Distinguir entre estos escenarios es lo que diferencia una evaluación clínica
seria de un protocolo de relleno automático. Y es exactamente donde la
naturalidad se construye o se pierde.

Lo que busca hoy el paciente que llega bien informado


El perfil del paciente ha cambiado. Hoy muchas personas llegan a consulta no con el deseo de transformarse radicalmente, sino con algo más matizado: verse mejor sin perder quiénes son. Verse descansadas sin que “se note”. Mejorar sin exagerar.

Un buen restaurador de arte no añade colores nuevos a una
pintura envejecida. Trabaja para revelar lo que siempre estuvo
ahí. La medicina estética más sofisticada funciona igual: no
inventa un rostro nuevo. Restaura el equilibrio del que ya existe.

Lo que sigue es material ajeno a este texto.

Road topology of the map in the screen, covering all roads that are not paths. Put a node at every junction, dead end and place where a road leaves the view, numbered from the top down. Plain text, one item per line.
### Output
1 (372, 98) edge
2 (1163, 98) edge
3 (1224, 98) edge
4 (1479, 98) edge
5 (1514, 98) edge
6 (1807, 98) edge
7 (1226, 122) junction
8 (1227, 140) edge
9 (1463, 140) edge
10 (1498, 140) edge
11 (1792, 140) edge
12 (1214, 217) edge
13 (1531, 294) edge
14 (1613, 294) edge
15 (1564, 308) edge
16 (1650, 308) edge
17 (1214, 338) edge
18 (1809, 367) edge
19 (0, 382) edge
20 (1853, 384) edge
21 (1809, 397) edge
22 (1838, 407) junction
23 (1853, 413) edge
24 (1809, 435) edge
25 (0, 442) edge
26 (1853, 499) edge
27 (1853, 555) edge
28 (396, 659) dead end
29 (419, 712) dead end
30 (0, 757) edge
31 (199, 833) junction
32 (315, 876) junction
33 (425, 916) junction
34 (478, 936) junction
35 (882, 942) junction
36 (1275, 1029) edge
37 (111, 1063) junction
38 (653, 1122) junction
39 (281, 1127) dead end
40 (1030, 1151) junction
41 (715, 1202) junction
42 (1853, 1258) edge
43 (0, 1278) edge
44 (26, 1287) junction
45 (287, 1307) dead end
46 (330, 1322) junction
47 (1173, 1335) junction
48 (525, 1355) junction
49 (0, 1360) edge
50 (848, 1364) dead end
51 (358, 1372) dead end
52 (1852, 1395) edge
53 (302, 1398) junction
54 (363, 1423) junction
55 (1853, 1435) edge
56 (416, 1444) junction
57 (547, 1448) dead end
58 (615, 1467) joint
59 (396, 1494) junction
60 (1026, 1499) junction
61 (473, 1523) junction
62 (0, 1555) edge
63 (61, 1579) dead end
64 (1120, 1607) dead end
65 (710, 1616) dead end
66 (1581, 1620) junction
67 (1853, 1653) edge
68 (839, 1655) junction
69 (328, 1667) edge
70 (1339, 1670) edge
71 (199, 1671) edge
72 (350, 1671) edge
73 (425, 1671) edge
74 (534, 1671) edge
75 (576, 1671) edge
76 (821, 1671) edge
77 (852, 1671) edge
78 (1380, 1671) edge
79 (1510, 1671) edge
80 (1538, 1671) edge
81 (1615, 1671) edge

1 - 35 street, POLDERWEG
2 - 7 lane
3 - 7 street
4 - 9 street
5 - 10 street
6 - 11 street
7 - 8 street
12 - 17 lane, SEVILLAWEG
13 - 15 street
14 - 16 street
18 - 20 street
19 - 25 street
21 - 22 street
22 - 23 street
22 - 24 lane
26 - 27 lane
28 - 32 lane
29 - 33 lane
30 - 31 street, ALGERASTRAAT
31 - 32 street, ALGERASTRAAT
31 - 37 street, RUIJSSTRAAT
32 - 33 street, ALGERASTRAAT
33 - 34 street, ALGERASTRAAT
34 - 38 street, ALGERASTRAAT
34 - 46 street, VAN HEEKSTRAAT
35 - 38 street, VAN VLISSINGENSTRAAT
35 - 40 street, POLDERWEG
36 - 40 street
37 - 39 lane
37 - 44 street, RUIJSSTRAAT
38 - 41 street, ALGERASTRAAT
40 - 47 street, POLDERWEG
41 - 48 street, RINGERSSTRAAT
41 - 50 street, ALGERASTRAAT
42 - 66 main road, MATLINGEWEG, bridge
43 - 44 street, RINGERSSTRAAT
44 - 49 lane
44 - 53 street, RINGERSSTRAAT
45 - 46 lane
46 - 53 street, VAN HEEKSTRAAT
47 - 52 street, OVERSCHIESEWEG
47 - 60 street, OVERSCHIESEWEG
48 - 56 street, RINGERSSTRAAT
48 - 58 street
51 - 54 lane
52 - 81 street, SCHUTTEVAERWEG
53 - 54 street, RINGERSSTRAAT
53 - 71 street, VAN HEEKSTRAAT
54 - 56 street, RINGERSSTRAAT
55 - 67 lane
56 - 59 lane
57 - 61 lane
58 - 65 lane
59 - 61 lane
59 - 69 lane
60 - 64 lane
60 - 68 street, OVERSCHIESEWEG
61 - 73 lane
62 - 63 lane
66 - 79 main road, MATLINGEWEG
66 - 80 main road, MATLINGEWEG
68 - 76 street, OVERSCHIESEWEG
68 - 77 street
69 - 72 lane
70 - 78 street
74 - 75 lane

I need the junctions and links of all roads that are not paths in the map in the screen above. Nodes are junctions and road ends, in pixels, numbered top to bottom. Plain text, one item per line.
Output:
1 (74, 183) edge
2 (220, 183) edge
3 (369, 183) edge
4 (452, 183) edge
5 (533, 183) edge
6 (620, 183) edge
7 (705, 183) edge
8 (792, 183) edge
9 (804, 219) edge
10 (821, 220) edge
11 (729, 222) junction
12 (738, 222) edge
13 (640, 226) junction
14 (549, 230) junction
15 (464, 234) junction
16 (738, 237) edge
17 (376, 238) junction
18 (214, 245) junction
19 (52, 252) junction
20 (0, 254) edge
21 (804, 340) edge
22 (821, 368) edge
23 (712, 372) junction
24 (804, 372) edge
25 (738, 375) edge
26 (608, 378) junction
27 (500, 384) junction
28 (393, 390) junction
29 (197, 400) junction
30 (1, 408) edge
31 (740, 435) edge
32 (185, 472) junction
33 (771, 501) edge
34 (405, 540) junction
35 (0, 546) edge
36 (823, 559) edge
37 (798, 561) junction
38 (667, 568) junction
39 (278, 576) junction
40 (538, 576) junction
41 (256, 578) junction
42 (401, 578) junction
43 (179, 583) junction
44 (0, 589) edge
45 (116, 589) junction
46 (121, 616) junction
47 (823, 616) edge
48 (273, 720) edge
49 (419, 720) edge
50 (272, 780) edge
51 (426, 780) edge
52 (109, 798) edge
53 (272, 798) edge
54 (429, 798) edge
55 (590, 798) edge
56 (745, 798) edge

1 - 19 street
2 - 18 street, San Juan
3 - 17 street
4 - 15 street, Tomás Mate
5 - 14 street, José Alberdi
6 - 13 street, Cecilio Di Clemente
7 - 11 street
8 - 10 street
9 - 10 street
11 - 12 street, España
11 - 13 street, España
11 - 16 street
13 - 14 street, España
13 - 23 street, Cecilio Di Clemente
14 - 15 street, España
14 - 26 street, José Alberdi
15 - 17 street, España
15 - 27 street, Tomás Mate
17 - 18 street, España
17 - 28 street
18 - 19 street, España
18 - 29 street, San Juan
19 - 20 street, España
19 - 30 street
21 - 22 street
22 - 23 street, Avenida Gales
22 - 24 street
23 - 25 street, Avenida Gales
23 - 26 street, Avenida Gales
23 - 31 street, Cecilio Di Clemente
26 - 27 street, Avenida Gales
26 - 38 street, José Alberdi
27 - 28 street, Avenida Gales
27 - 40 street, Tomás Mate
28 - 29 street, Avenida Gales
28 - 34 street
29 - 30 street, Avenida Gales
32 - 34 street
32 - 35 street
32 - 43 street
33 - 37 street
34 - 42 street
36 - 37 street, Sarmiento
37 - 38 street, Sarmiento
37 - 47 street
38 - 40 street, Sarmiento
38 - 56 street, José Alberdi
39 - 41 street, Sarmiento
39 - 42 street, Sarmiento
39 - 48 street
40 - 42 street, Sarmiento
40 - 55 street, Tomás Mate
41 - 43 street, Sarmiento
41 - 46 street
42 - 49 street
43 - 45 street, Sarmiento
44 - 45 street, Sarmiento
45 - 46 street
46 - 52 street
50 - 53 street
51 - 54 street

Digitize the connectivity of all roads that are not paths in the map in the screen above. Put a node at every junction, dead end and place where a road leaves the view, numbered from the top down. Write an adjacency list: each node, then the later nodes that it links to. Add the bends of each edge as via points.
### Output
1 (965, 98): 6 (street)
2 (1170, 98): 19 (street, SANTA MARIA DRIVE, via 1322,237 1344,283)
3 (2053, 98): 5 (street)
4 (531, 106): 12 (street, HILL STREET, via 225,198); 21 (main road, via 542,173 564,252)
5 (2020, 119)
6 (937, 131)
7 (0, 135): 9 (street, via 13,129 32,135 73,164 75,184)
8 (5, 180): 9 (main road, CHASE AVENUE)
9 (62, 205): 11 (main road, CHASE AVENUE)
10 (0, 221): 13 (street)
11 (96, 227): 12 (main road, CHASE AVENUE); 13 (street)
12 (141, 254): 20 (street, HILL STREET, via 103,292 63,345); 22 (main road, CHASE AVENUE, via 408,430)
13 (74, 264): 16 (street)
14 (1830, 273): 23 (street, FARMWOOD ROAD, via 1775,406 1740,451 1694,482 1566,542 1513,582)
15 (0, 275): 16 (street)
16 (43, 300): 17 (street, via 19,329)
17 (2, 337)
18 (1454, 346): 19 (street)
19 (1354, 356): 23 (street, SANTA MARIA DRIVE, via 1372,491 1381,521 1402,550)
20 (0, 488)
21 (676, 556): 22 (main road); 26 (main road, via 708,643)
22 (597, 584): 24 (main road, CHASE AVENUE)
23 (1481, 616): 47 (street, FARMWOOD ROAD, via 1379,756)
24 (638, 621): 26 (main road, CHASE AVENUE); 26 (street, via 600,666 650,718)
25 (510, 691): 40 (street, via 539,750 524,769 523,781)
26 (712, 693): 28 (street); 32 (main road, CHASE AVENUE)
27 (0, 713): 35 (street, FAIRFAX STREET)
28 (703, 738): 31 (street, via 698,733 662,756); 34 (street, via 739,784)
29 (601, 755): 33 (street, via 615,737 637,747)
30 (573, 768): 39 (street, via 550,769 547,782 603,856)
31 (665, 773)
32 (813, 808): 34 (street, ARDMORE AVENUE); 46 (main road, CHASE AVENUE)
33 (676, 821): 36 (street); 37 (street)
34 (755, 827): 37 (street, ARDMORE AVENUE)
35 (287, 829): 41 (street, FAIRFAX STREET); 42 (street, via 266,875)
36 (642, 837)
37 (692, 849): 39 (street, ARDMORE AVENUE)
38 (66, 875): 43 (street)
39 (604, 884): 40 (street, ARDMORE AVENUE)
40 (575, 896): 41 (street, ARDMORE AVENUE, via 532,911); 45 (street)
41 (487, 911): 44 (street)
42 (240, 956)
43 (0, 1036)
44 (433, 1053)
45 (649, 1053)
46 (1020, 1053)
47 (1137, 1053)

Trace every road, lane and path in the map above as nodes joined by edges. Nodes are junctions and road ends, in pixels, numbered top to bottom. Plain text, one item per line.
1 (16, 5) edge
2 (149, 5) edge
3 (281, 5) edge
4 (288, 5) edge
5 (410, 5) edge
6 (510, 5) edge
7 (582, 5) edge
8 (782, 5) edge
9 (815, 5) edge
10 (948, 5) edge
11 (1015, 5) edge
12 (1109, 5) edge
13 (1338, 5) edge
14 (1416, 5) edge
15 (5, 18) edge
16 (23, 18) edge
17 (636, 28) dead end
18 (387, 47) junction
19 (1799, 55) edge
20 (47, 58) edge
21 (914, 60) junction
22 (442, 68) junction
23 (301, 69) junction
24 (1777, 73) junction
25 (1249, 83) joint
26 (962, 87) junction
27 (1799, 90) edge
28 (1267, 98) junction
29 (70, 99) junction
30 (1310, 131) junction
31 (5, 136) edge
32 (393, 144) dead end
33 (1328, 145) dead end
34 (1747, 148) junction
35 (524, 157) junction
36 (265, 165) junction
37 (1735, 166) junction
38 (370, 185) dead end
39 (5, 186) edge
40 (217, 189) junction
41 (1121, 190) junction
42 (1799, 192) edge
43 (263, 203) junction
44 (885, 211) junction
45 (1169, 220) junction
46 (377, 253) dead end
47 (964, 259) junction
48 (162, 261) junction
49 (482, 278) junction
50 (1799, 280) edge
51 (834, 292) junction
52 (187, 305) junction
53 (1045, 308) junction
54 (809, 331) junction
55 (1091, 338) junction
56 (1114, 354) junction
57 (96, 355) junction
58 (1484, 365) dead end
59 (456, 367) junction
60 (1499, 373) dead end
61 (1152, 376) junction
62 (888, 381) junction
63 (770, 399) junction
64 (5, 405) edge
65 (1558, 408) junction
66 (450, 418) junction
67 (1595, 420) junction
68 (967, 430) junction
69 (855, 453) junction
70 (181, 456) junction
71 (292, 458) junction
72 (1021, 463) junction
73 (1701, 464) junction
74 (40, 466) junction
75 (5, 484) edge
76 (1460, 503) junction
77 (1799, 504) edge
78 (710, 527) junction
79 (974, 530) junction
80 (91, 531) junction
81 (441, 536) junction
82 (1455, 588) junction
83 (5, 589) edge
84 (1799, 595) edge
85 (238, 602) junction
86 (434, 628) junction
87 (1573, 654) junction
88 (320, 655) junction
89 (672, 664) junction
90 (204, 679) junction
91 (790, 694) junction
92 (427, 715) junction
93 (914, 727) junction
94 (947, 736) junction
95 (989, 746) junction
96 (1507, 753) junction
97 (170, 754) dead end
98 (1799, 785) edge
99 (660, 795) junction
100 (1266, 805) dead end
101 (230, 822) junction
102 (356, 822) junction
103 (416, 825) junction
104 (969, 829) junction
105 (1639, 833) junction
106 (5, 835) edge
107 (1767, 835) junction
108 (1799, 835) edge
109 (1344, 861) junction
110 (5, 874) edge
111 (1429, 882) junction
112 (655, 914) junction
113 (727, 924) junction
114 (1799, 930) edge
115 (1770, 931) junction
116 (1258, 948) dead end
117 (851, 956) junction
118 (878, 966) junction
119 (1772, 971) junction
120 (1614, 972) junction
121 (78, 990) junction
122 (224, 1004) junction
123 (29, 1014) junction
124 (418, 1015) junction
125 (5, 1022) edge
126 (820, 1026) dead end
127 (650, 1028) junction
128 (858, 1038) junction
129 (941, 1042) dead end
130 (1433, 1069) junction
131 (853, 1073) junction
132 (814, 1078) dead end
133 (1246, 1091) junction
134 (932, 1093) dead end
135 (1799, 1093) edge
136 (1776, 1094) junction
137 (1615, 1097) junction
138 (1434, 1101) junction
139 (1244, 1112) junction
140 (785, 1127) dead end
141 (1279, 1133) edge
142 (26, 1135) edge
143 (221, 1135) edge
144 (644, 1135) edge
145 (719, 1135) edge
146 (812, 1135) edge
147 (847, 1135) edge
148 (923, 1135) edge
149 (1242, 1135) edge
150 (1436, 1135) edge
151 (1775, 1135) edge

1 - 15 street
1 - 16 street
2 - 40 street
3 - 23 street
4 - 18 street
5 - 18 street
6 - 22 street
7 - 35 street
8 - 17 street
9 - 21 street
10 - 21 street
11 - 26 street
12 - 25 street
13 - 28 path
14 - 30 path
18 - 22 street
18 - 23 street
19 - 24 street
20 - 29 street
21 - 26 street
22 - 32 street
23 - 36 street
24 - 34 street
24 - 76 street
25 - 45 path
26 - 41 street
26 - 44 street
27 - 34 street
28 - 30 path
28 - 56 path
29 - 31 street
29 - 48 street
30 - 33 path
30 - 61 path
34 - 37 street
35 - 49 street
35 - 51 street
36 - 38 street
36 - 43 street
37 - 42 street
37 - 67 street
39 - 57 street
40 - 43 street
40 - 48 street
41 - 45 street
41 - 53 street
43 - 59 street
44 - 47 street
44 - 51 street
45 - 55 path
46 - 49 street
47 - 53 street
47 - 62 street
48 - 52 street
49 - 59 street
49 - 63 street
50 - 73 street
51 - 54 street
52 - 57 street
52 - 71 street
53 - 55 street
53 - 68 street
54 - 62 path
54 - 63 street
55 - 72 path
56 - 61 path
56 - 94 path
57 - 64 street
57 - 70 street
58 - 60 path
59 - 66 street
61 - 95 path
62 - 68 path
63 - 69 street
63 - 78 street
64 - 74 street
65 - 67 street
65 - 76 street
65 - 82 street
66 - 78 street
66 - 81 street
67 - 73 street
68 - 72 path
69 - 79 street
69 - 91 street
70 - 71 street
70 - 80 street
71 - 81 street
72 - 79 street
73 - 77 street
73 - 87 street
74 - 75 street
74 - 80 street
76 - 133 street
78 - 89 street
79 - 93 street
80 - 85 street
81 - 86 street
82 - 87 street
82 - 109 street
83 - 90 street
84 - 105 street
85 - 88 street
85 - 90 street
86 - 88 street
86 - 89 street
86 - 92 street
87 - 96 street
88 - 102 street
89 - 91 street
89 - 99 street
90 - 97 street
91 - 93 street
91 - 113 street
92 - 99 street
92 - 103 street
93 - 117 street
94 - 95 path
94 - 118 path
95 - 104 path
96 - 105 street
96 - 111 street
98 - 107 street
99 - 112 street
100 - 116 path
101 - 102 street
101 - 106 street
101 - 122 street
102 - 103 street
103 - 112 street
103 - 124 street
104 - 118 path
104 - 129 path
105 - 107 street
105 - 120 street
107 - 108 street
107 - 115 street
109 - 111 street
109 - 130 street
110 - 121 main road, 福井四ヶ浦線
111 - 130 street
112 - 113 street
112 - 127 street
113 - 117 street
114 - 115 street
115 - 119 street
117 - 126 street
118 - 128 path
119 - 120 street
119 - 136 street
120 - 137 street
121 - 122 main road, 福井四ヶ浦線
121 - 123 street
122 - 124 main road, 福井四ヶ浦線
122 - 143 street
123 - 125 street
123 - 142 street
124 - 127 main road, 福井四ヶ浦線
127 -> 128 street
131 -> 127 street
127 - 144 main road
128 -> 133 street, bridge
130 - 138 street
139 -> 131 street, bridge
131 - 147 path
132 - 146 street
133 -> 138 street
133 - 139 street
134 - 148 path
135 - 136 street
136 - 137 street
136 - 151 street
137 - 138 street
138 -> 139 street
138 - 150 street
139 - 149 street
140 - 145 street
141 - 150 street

Esa expectativa no es modestia. Es precisión. Y responderla bien requiere más habilidad clínica que ejecutar un protocolo agresivo.

Cómo reconocer un resultado verdaderamente natural

Un resultado natural no se nota como tratamiento. Se percibe
como bienestar. Alguien que te ve después de un buen
tratamiento no piensa “¿qué se habrá hecho?”. Piensa “qué bien
está, parece descansada.” Esa es la diferencia.

Un resultado natural conserva la identidad del rostro, permite una expresión fluida, mantiene proporciones coherentes con la anatomía individual y —sobre todo— hace que la persona se sienta reconocida en su propio espejo. No transformada. No diferente. Sino más ella misma.
Eso es lo que perseguimos en Verafondi. No la corrección por la corrección. Sino el equilibrio que devuelve al rostro su mejor lectura posible.

R E F E R E N C IAS C I E N T Í F I CAS
Braccini, F., Erfan, N., & Fanian, F. (2021). Hyaluronic acid fillers in facial contouring:
The "Less is More" concept. Journal of Dermatology & Cosmetology, 5(5), 113–117.
https://doi.org/10.15406/jdc.2021.05.00193
Cohen, J. L., Rivkin, A., Dayan, S., Fabi, S., Tien, S., Bertucci, V., Bomer, N., Graivier,
M., Green, J. B., & Carruthers, A. (2021). Multimodal Facial Aesthetic Treatment on
the Appearance of Aging, Social Confidence, and Psychological Well-being:
HARMONY Study. Aesthetic Surgery Journal, 42(2), NP115–NP124.
https://doi.org/10.1093/asj/sjab114
Few, J. W., Vachon, G., & Pintas, S. (2019). Nonsurgical Tissue Repositioning:
Analysis of Long-Term Results and Patient Satisfaction From 100 Absorbable
Suture Suspension Cases. Aesthetic Surgery Journal Open Forum, 2(1), ojz029.